Exercise goal
Restate each entry below without changing a word.

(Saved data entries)
• • • • •
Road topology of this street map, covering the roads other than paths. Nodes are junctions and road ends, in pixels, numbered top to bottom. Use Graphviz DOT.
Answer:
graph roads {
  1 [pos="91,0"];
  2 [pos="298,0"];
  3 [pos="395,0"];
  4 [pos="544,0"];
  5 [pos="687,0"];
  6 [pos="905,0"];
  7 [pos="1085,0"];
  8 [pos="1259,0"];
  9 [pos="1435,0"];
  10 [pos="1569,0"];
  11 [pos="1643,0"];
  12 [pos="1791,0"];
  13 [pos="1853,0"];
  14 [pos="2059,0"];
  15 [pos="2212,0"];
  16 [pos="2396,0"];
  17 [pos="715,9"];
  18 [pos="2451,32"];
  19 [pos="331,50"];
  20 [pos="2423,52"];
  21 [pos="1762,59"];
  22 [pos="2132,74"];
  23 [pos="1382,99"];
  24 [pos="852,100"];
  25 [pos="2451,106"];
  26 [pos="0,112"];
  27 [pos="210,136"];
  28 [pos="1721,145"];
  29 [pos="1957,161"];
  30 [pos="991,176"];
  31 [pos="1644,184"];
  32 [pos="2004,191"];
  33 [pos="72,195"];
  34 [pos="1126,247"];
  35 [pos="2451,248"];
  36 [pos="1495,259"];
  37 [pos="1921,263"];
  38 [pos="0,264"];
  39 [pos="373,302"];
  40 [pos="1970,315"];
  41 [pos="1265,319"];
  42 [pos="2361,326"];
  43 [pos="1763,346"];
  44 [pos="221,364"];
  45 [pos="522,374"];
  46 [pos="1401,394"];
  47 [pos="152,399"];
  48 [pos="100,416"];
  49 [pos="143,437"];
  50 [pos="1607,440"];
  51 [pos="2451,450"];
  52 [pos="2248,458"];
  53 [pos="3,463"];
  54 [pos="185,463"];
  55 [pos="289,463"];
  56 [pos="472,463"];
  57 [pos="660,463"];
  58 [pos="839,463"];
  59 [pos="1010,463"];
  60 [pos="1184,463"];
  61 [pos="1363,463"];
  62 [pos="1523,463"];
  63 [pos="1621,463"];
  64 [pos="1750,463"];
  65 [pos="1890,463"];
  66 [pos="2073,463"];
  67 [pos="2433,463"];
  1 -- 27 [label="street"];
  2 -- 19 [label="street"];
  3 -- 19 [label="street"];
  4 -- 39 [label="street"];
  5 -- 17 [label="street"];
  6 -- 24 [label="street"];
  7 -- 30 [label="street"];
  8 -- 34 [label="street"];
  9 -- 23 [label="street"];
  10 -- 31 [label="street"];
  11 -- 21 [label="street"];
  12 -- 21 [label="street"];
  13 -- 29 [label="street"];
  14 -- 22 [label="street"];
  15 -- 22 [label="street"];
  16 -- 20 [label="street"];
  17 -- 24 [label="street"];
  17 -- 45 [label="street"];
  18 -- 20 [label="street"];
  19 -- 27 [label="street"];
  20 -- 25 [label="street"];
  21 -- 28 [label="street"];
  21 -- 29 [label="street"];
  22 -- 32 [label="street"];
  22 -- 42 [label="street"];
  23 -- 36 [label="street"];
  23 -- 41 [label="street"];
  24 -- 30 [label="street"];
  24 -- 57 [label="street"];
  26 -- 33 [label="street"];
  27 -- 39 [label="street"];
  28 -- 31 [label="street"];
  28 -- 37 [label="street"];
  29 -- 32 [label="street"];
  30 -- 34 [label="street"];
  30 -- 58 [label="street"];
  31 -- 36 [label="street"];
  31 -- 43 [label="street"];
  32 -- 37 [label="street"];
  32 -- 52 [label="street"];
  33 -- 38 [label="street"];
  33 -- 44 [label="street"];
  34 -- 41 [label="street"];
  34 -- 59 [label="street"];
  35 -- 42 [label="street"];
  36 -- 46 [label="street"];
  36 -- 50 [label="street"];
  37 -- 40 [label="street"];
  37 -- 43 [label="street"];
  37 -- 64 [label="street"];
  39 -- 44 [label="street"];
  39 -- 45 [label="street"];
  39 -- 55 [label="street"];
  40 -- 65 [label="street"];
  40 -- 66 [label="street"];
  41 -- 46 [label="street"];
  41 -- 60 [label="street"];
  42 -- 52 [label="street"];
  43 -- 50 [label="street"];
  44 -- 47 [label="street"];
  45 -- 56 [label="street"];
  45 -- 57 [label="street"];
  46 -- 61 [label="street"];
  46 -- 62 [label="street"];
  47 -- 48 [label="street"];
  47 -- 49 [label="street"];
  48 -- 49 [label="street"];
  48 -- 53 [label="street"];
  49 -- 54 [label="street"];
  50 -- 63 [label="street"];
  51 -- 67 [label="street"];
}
• • • • •
Response
Road topology of this street map, covering the roads other than paths. Nodes are junctions and road ends, in pixels, numbered top to bottom. Use Graphviz DOT.
Answer:
graph roads {
  1 [pos="91,0"];
  2 [pos="298,0"];
  3 [pos="395,0"];
  4 [pos="544,0"];
  5 [pos="687,0"];
  6 [pos="905,0"];
  7 [pos="1085,0"];
  8 [pos="1259,0"];
  9 [pos="1435,0"];
  10 [pos="1569,0"];
  11 [pos="1643,0"];
  12 [pos="1791,0"];
  13 [pos="1853,0"];
  14 [pos="2059,0"];
  15 [pos="2212,0"];
  16 [pos="2396,0"];
  17 [pos="715,9"];
  18 [pos="2451,32"];
  19 [pos="331,50"];
  20 [pos="2423,52"];
  21 [pos="1762,59"];
  22 [pos="2132,74"];
  23 [pos="1382,99"];
  24 [pos="852,100"];
  25 [pos="2451,106"];
  26 [pos="0,112"];
  27 [pos="210,136"];
  28 [pos="1721,145"];
  29 [pos="1957,161"];
  30 [pos="991,176"];
  31 [pos="1644,184"];
  32 [pos="2004,191"];
  33 [pos="72,195"];
  34 [pos="1126,247"];
  35 [pos="2451,248"];
  36 [pos="1495,259"];
  37 [pos="1921,263"];
  38 [pos="0,264"];
  39 [pos="373,302"];
  40 [pos="1970,315"];
  41 [pos="1265,319"];
  42 [pos="2361,326"];
  43 [pos="1763,346"];
  44 [pos="221,364"];
  45 [pos="522,374"];
  46 [pos="1401,394"];
  47 [pos="152,399"];
  48 [pos="100,416"];
  49 [pos="143,437"];
  50 [pos="1607,440"];
  51 [pos="2451,450"];
  52 [pos="2248,458"];
  53 [pos="3,463"];
  54 [pos="185,463"];
  55 [pos="289,463"];
  56 [pos="472,463"];
  57 [pos="660,463"];
  58 [pos="839,463"];
  59 [pos="1010,463"];
  60 [pos="1184,463"];
  61 [pos="1363,463"];
  62 [pos="1523,463"];
  63 [pos="1621,463"];
  64 [pos="1750,463"];
  65 [pos="1890,463"];
  66 [pos="2073,463"];
  67 [pos="2433,463"];
  1 -- 27 [label="street"];
  2 -- 19 [label="street"];
  3 -- 19 [label="street"];
  4 -- 39 [label="street"];
  5 -- 17 [label="street"];
  6 -- 24 [label="street"];
  7 -- 30 [label="street"];
  8 -- 34 [label="street"];
  9 -- 23 [label="street"];
  10 -- 31 [label="street"];
  11 -- 21 [label="street"];
  12 -- 21 [label="street"];
  13 -- 29 [label="street"];
  14 -- 22 [label="street"];
  15 -- 22 [label="street"];
  16 -- 20 [label="street"];
  17 -- 24 [label="street"];
  17 -- 45 [label="street"];
  18 -- 20 [label="street"];
  19 -- 27 [label="street"];
  20 -- 25 [label="street"];
  21 -- 28 [label="street"];
  21 -- 29 [label="street"];
  22 -- 32 [label="street"];
  22 -- 42 [label="street"];
  23 -- 36 [label="street"];
  23 -- 41 [label="street"];
  24 -- 30 [label="street"];
  24 -- 57 [label="street"];
  26 -- 33 [label="street"];
  27 -- 39 [label="street"];
  28 -- 31 [label="street"];
  28 -- 37 [label="street"];
  29 -- 32 [label="street"];
  30 -- 34 [label="street"];
  30 -- 58 [label="street"];
  31 -- 36 [label="street"];
  31 -- 43 [label="street"];
  32 -- 37 [label="street"];
  32 -- 52 [label="street"];
  33 -- 38 [label="street"];
  33 -- 44 [label="street"];
  34 -- 41 [label="street"];
  34 -- 59 [label="street"];
  35 -- 42 [label="street"];
  36 -- 46 [label="street"];
  36 -- 50 [label="street"];
  37 -- 40 [label="street"];
  37 -- 43 [label="street"];
  37 -- 64 [label="street"];
  39 -- 44 [label="street"];
  39 -- 45 [label="street"];
  39 -- 55 [label="street"];
  40 -- 65 [label="street"];
  40 -- 66 [label="street"];
  41 -- 46 [label="street"];
  41 -- 60 [label="street"];
  42 -- 52 [label="street"];
  43 -- 50 [label="street"];
  44 -- 47 [label="street"];
  45 -- 56 [label="street"];
  45 -- 57 [label="street"];
  46 -- 61 [label="street"];
  46 -- 62 [label="street"];
  47 -- 48 [label="street"];
  47 -- 49 [label="street"];
  48 -- 49 [label="street"];
  48 -- 53 [label="street"];
  49 -- 54 [label="street"];
  50 -- 63 [label="street"];
  51 -- 67 [label="street"];
}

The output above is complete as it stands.